4. Geolocation routing. Returns the record matching the resolver’s geographic location. Granularity runs continent → country → US state, with a mandatory default record for resolvers that don’t match any configured entry. A resolver in Istanbul sits in Asia by IANA continent code, so it would be routed to the APAC record even when eu-west-1 has a lower network RTT. Failover is weaker too – a failing geographic record falls through only to the default, not to the next-nearest neighbour.

5. Geoproximity routing. Returns the record “closest” to the resolver by physical distance from a user-configured origin, with optional bias (-99 to +99) that stretches or shrinks each origin’s pull. Distance is physical, not network. Requires Route 53 Traffic Flow (a visual policy-editor layer on top of DNS records) to configure, so the setup is no longer a simple record set.

6. Failover routing. Two records, primary and secondary. Route 53 returns the primary while its health check passes, the secondary when it doesn’t. Supports exactly N = 2. Ignores latency – a Sydney user would hit us-east-1 at 220 ms when ap-southeast-2 would give them 5 ms. Useful for active/passive DR and as the inner layer of a nested policy, not as a standalone answer.

7. Multi-value answer routing. Returns up to eight healthy records per query; the client’s resolver picks one (typically the first). Doesn’t consider latency, weight, or geography – it’s DNS-level load balancing for clients that retry if the first answer fails.

The attribute table

Routing policy	Locality-aware	Health-aware	N ≥ 3	Low ops overhead
Simple	✗	✗	✗	✓
Weighted	✗	✓	✓	✓
Latency-based (alias + `EvaluateTargetHealth`)	✓	✓	✓	✓
Geolocation	✗	✓ (weak)	✓	✓
Geoproximity	✗	✓	✓	✗
Failover	✗	✓	✗	✓
Multi-value answer	✗	✓	✓	✓

One row is all ticks – latency-based routing with alias records and EvaluateTargetHealth = true.

Matching shape to policy

Each candidate falls out of the funnel on a different attribute. Latency-based with alias records and EvaluateTargetHealth is the one that reaches the bottom intact.

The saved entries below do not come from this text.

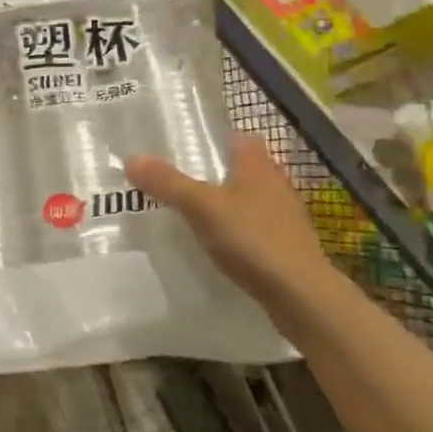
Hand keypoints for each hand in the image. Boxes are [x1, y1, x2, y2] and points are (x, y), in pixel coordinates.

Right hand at [126, 133, 332, 312]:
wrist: (300, 294)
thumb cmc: (252, 238)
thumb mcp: (201, 207)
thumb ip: (168, 183)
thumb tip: (132, 158)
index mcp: (258, 165)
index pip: (239, 138)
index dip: (216, 138)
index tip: (187, 147)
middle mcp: (275, 183)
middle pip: (244, 168)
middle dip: (217, 173)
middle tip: (181, 180)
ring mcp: (285, 216)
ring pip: (251, 199)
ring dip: (228, 203)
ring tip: (195, 213)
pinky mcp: (288, 246)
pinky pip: (257, 228)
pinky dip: (239, 231)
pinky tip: (220, 245)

Latency-based routing, in depth

What Route 53 calls “latency” is not the latency from the resolver to the ALB. It’s the latency from Route 53’s own measurement points to each AWS Region – not to the service, not to the ALB, to the Region. When a resolver queries, Route 53 looks up which Region has the lowest RTT for that resolver’s network position (based on its IP and Route 53’s internal map of measurement points) and returns the record pointing at that Region.

Two practical consequences. First, the latency readings are independent of the application’s performance. If the ALB is slow but the Region’s network paths are fast, Route 53 still treats the Region as fast – the health signal is what compensates. Second, the measurements cover AWS’s public-internet paths to its edge locations and Regions, which are the ones that matter for reaching the Region; per-service latency inside the Region is a separate problem.

The health-awareness wiring is EvaluateTargetHealth on an alias record. Aliases are an AWS extension to DNS that let a record point directly at an AWS resource – ALB, NLB, CloudFront distribution, S3 website endpoint, another Route 53 record – instead of a hard-coded IP. When a latency record is an alias to an ALB with EvaluateTargetHealth = true, Route 53 consults the ALB’s own health signal as part of the routing decision. For an ALB, “healthy” means at least one target is healthy in at least one of the ALB’s target groups. The ALB already knows this; there is nothing new to configure.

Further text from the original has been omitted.